Billed as the largest architecture and design exhibition in North America, it’s a window on design thinking and place making around the world. Under the theme Make New History, artistic directors Sharon Johnston and Mark Lee selected works from over 140 architects and artists in more than 20 countries for display.

2017 Chicago Arch Biennial

Material research

From China, there are signs of a return to traditional materials and building methods, used in imaginative new ways and made possible by robots. It’s an unexpected affirmation of building. Examples by Archi-Union demonstrate a brand new tradition of craft using the elements of wood joinery, ceramics, and masonry. There are models and photographs of expressive structures combining solid and durable shelter with intricate patterns and deeply dimensioned surfaces. In one example, robotic bricklayers have produced a programmable, undulating façade for an old building. In another example, roof tiles are deployed in an inwardly overlapping ring shape supported by a light, prefabricated steel frame.

Reuse

What is the future for big box structures in office parks or retail malls in the era of reurbanization and online shopping? There are some answers in Ghostbox, an exhibition mounted by T+E+A+M, from Michigan. It’s an intricate scale model, showing what appears to be a gradual process of scavenging and deconstruction in and around an old Packard Plant in Detroit. The result is a park-like, darkly romanticized landscape that calls to mind a Roman ruin. There are haunting traces of stamped out cornices and signage that remind us of the recent past, but in the words of the Ghostbox makers these can be seen now to “destabilize the relationship between physical materials and their representation,” and perpetuate “the crisis of time imbedded in ruins.”

Informal Development

From LA, Andrew Kovacs presented Proposal for Collective Living II, which appears as a vertiginous, favela-like stack of buildings, roadways, and vehicles. He explicitly explores the act of making architecture from architecture. It’s one of his series of installations playing on ad-hoc construction through mash ups of models, toys, and stray objects. A lecturer at UCLA Architecture and Urban Design, Kovacs has declared that he is devoted to the collection and display of “architectural b sides.” Proposal for Collective Living II gets a lot of visitor traffic at the Biannual, and sends a humbling message to the urbanists and design professionals among us: people cannot always wait for planning, visionary design and legal process. It’s also a reminder that real, “authentic” places rarely spring from one mind in any one time.
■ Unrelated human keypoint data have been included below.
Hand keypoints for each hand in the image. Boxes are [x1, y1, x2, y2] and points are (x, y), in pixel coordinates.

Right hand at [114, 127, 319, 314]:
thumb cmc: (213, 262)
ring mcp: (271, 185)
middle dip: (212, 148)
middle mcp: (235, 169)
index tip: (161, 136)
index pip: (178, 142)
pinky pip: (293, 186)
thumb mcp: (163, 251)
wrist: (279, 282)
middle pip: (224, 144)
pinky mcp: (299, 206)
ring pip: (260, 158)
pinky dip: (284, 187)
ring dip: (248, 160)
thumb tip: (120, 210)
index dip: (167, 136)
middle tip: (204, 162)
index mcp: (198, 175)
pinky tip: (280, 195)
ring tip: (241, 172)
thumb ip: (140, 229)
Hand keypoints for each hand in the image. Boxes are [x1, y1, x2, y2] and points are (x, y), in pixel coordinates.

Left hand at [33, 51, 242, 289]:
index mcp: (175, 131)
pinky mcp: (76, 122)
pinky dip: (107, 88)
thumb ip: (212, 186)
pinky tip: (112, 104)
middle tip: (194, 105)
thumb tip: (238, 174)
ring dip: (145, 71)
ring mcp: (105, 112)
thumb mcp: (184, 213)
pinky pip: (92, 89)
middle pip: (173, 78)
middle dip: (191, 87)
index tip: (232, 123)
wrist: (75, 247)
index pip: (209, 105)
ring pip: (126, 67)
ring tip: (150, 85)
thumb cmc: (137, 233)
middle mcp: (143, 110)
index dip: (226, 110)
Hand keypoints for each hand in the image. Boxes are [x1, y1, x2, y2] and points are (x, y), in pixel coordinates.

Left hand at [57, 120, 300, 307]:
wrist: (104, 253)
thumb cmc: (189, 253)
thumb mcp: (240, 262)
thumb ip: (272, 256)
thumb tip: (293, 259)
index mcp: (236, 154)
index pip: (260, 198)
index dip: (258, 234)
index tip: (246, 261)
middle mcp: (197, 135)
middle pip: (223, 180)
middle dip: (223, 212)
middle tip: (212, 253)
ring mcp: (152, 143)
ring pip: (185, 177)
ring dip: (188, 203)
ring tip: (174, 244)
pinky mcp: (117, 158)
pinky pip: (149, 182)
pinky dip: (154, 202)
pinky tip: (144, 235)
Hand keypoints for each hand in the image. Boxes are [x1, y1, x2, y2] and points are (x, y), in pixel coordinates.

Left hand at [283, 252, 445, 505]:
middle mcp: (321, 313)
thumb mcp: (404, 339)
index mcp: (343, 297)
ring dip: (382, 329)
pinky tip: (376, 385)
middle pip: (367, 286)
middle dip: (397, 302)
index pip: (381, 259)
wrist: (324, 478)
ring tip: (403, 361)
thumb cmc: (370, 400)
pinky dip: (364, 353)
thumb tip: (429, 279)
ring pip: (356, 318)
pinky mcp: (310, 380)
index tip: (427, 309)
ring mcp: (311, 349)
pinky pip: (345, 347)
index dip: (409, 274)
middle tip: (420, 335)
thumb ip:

2017 Chicago Arch Biennial

For the most part, authenticity means an accretion of many ideas, many times and even many places, all stacked up and hanging together precariously like the little truck on the highest roadway in the model.

Branded Objects

Perhaps the most remarked and retweeted exhibit of the Biennale is the international collection of tall building models in a grandest space at the Chicago Cultural Center. The only rule with this installation seems to be that entries are built in roughly in the height-to-footprint proportion of a skyscraper, with multiple stories. You might ask if they were made to some scale, but as you enter the exhibit it becomes quickly apparent that scale has little to do with it. These miniature buildings might fall into the category of speculative architecture, but they are truly just objects—not even models. Some invite imagination about how they might be inhabited, but many seem perfectly complete without that layer of reality.

The main exhibition at the historic Chicago Cultural Center is free and open to the public through January 7, 2018.